Walker probably missed some science courses, too. He has signaled many times that he doesn’t believe in human-caused global warming. He promised not to support any legislation that would raise taxes to combat climate change, and has spoken at the climate-denying Heartland Institute. He is also on record as disliking resource recycling. No one knows Walker’s views on evolution, because he keeps dodging the question. But his comment “Both science and my faith dictate my belief that we are created by God,” seems to suggest that he really doesn’t understand science, since science neither proves nor disproves the existence of a deity. Science investigates how things work, not why they do. Walker’s current attempt to turn the University of Wisconsin, one of the world’s leading research institutions, into a glorified trade school certainly shows a lack of understanding of the importance of new scientific discoveries for the continued well-being and improvement of society.

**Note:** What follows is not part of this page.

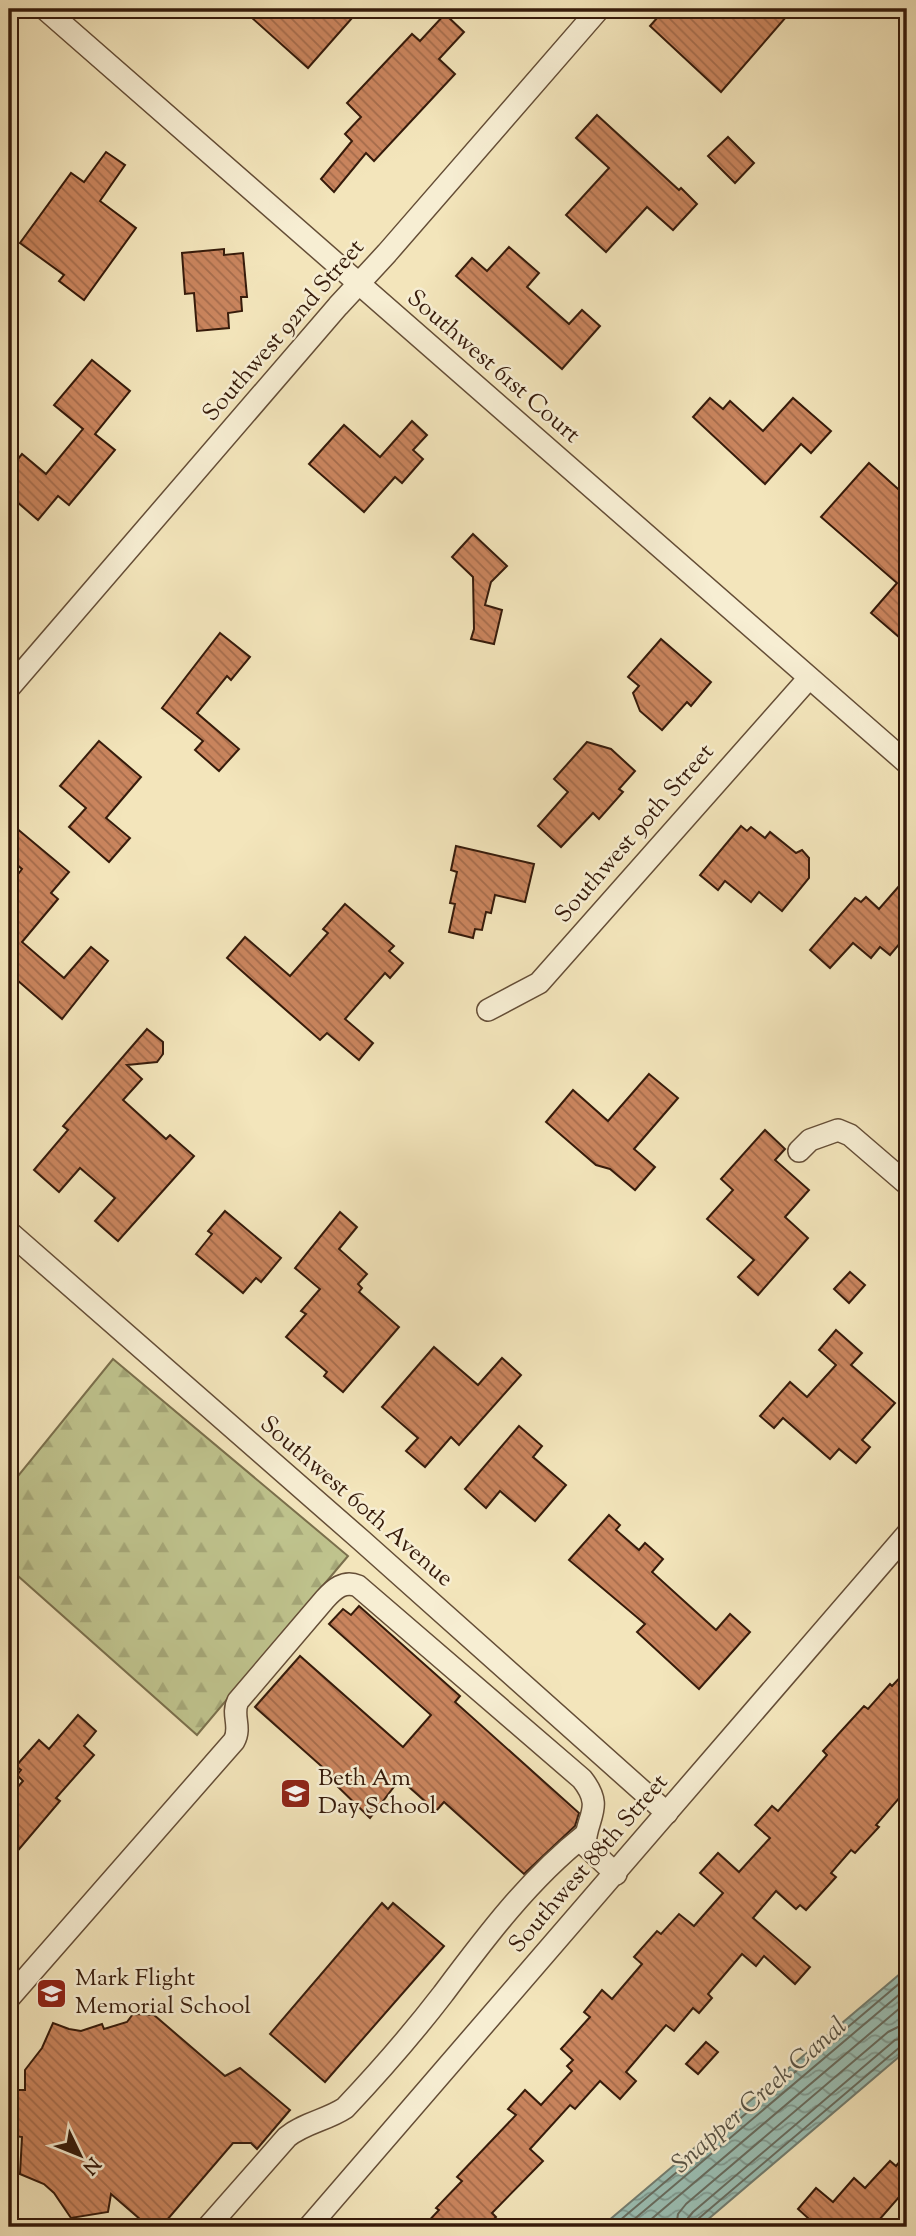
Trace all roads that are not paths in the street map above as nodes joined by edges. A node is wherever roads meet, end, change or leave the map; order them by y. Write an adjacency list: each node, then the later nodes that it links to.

Another class Walker probably didn’t have a chance to take—or maybe he just didn’t attend the lectures—is Ethics. His reign as Milwaukee County Executive was as full of scandals involving his friends and cronies as has been the political career of Republican Governor Chris Christie, and that’s not a good thing. Walker has been investigated for illegally coordinating contributions from a super PAC. His latest illegal and unethical shenanigan has been to refuse to pay the annual Wisconsin state contribution to state pension programs, another Christie trick. Finally, one has to question the ethics of any candidate who takes millions of dollars from the Koch money machine, since the Kochs are known for injecting false notions into our national discussions about the environment, global warming, taxes and industrial policy.
My question, then, is whether Scott Walker would hold and promote so many false ideas if he had finished college. Judging from the large numbers of diploma-holding Republicans who say they share his beliefs, the answer is probably no. If we want to look for the reason Walker proclaims such ignorant views, we would probably be on firmer ground just following the money—right to the front doors of the Kochs, Adelson, Anschutz, Waltons, Scaifes and other American oligarchs who seek to distort our political discourse by flooding the marketplace of ideas with lies.